## Given data
'''

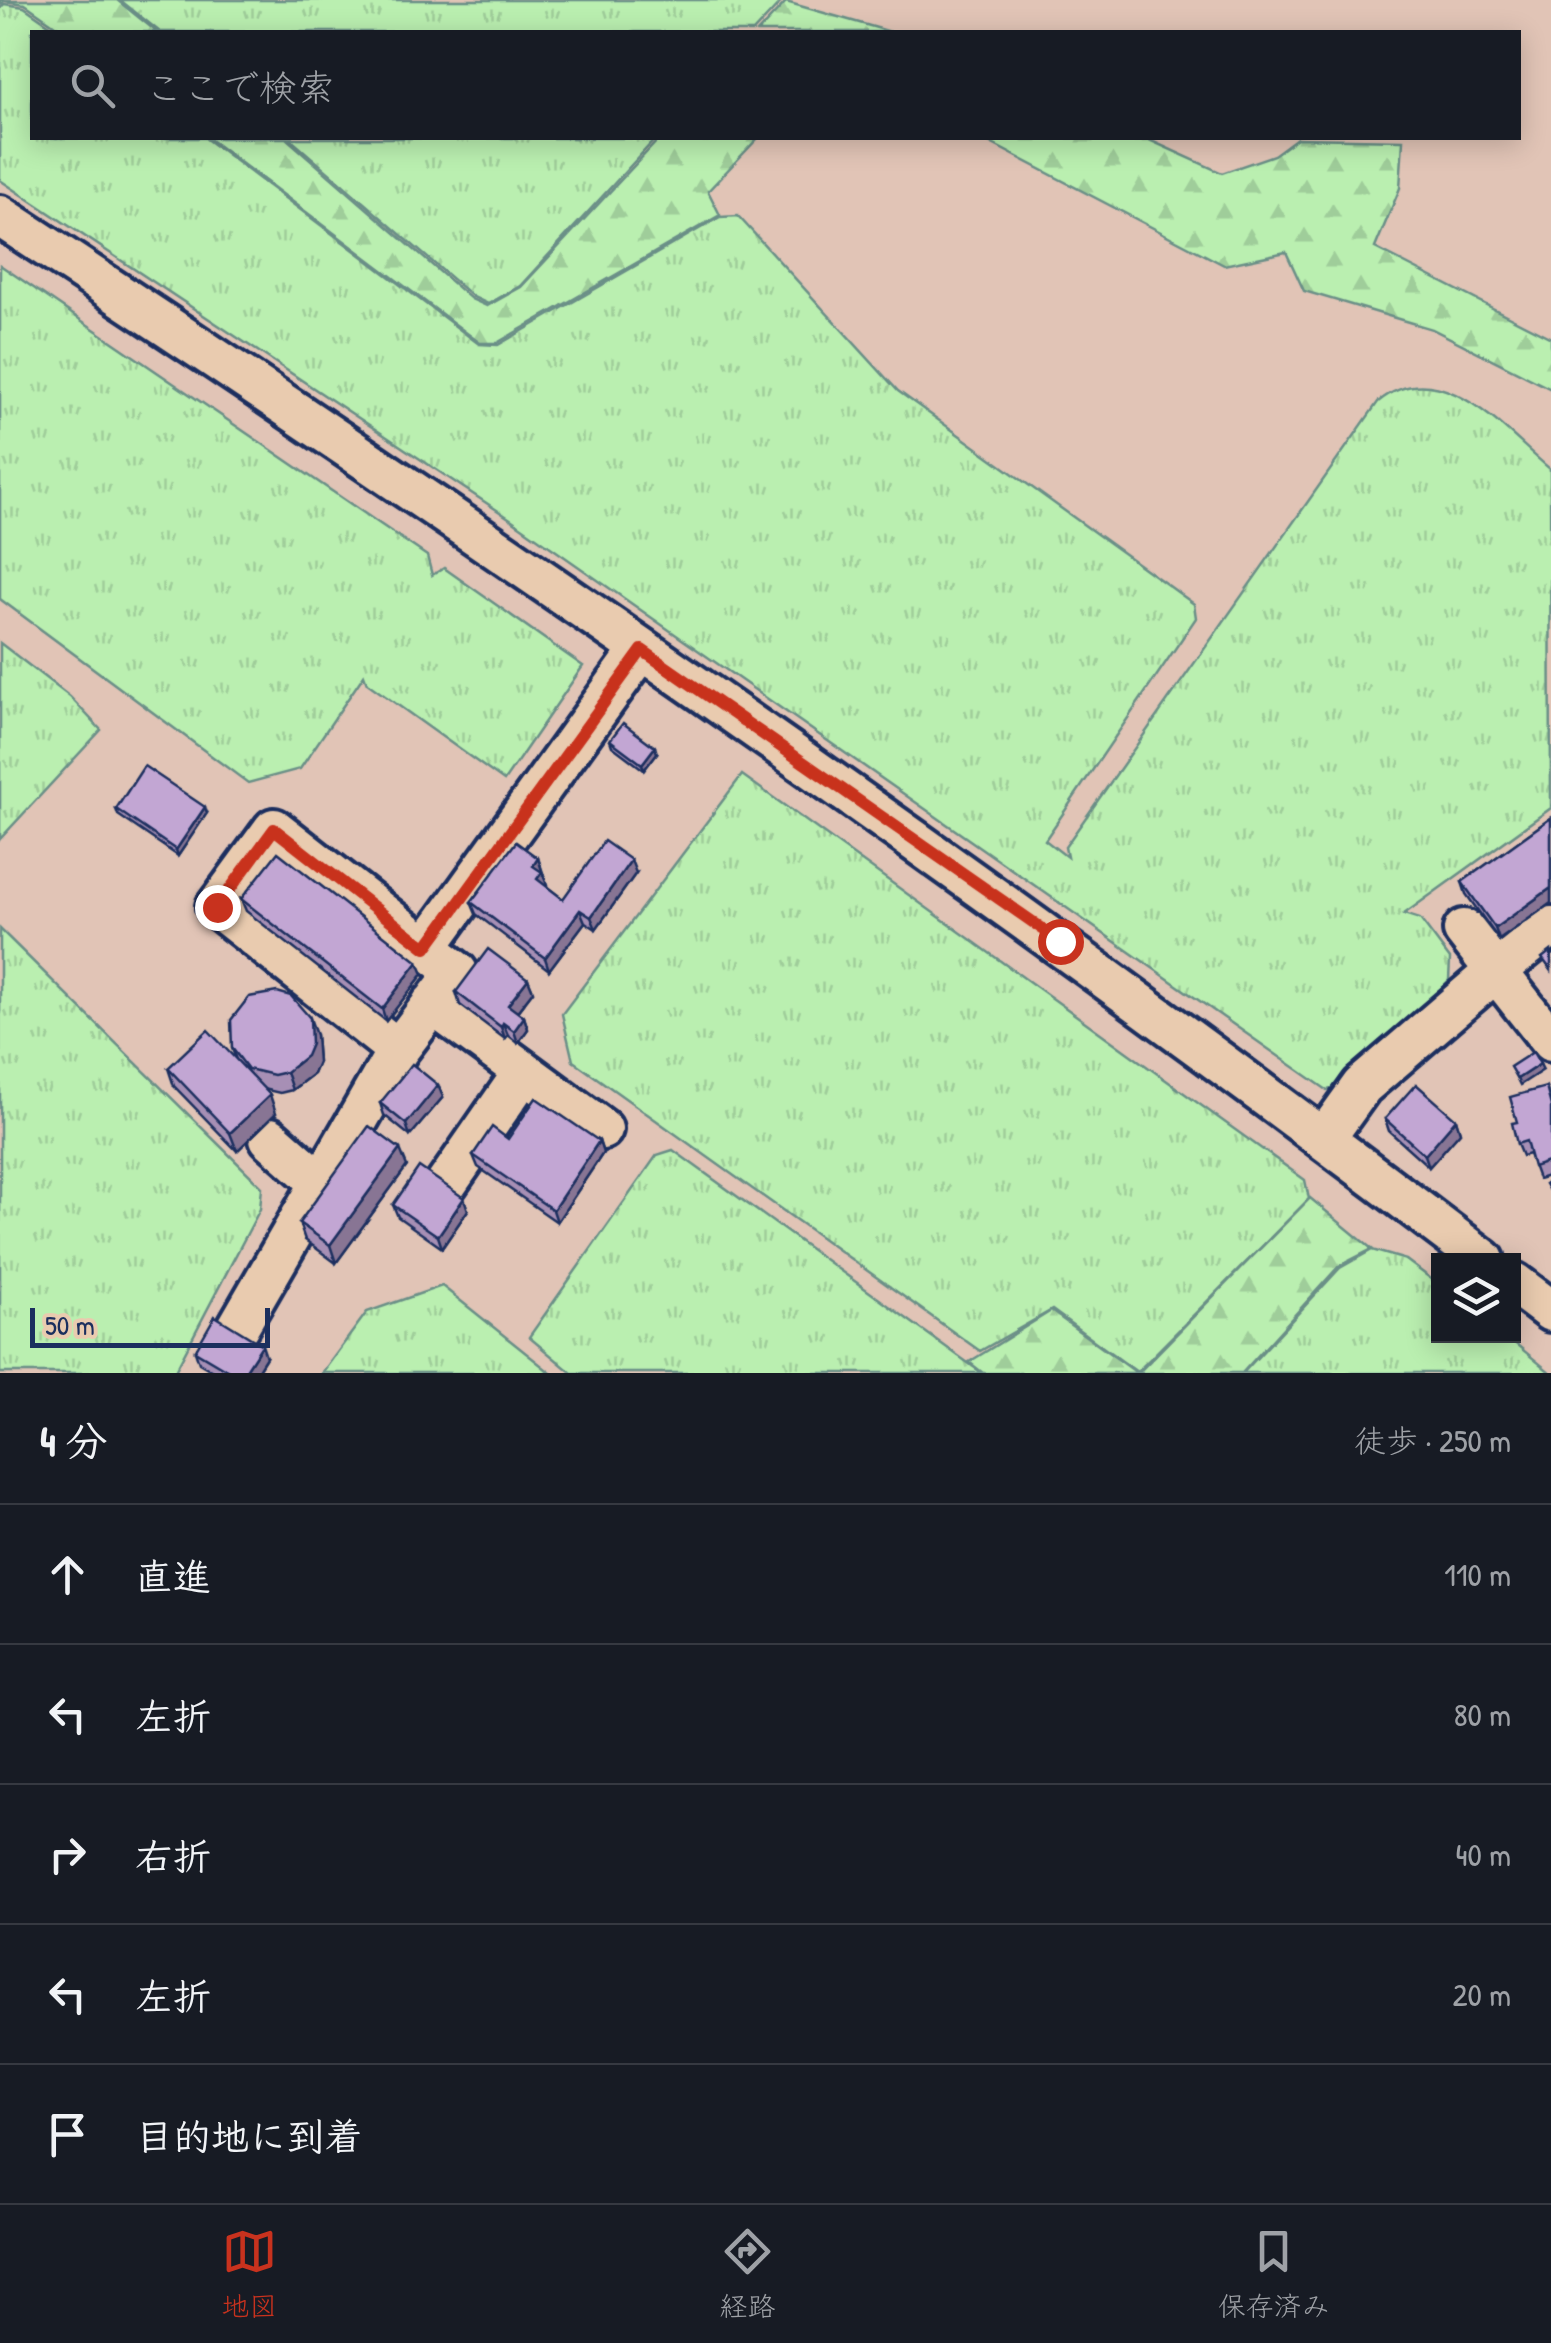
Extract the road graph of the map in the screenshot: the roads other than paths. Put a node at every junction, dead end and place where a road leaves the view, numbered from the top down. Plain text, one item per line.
1 (0, 216) edge
2 (642, 650) junction
3 (1551, 927) edge
4 (1464, 930) dead end
5 (426, 948) junction
6 (1496, 972) junction
7 (432, 1004) junction
8 (1551, 1041) edge
9 (398, 1050) junction
10 (524, 1072) junction
11 (602, 1128) dead end
12 (270, 1138) dead end
13 (1324, 1139) junction
14 (321, 1182) junction
15 (446, 1186) edge
16 (1475, 1253) edge
17 (1521, 1287) edge
18 (1551, 1311) edge
19 (238, 1326) edge

1 - 2 street
2 - 5 street
2 - 13 street
3 - 6 street
4 - 6 street
5 - 7 street
5 - 9 street
6 - 8 street
6 - 13 street
7 - 9 street
7 - 10 street
9 - 14 street
10 - 11 street
10 - 15 street
12 - 14 street
13 - 16 street
14 - 19 street
17 - 18 street

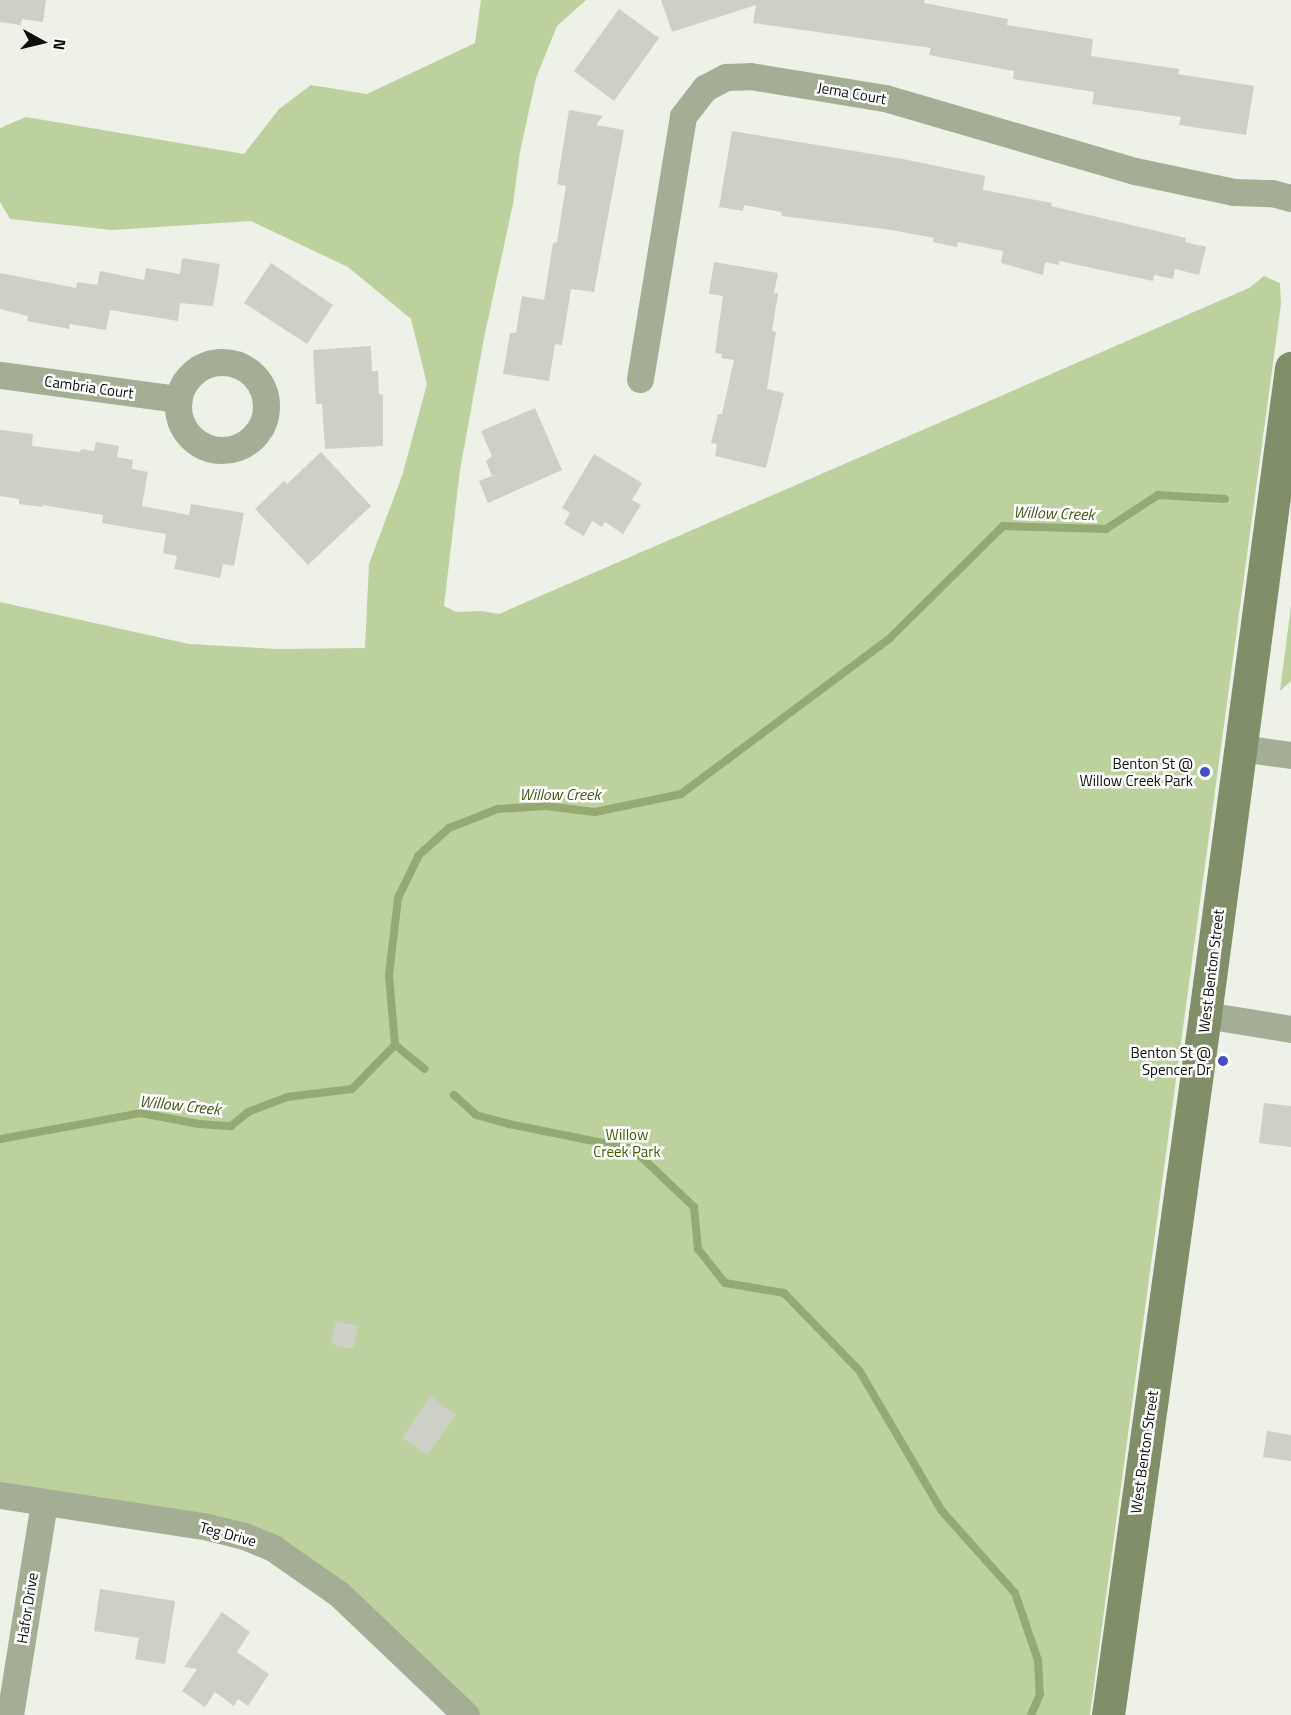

'''

## What you need to do
Pictures stay out; everything else in the records above gets copied exactly.

## Written reply
Extract the road graph of the map in the screenshot: the roads other than paths. Put a node at every junction, dead end and place where a road leaves the view, numbered from the top down. Plain text, one item per line.
1 (0, 216) edge
2 (642, 650) junction
3 (1551, 927) edge
4 (1464, 930) dead end
5 (426, 948) junction
6 (1496, 972) junction
7 (432, 1004) junction
8 (1551, 1041) edge
9 (398, 1050) junction
10 (524, 1072) junction
11 (602, 1128) dead end
12 (270, 1138) dead end
13 (1324, 1139) junction
14 (321, 1182) junction
15 (446, 1186) edge
16 (1475, 1253) edge
17 (1521, 1287) edge
18 (1551, 1311) edge
19 (238, 1326) edge

1 - 2 street
2 - 5 street
2 - 13 street
3 - 6 street
4 - 6 street
5 - 7 street
5 - 9 street
6 - 8 street
6 - 13 street
7 - 9 street
7 - 10 street
9 - 14 street
10 - 11 street
10 - 15 street
12 - 14 street
13 - 16 street
14 - 19 street
17 - 18 street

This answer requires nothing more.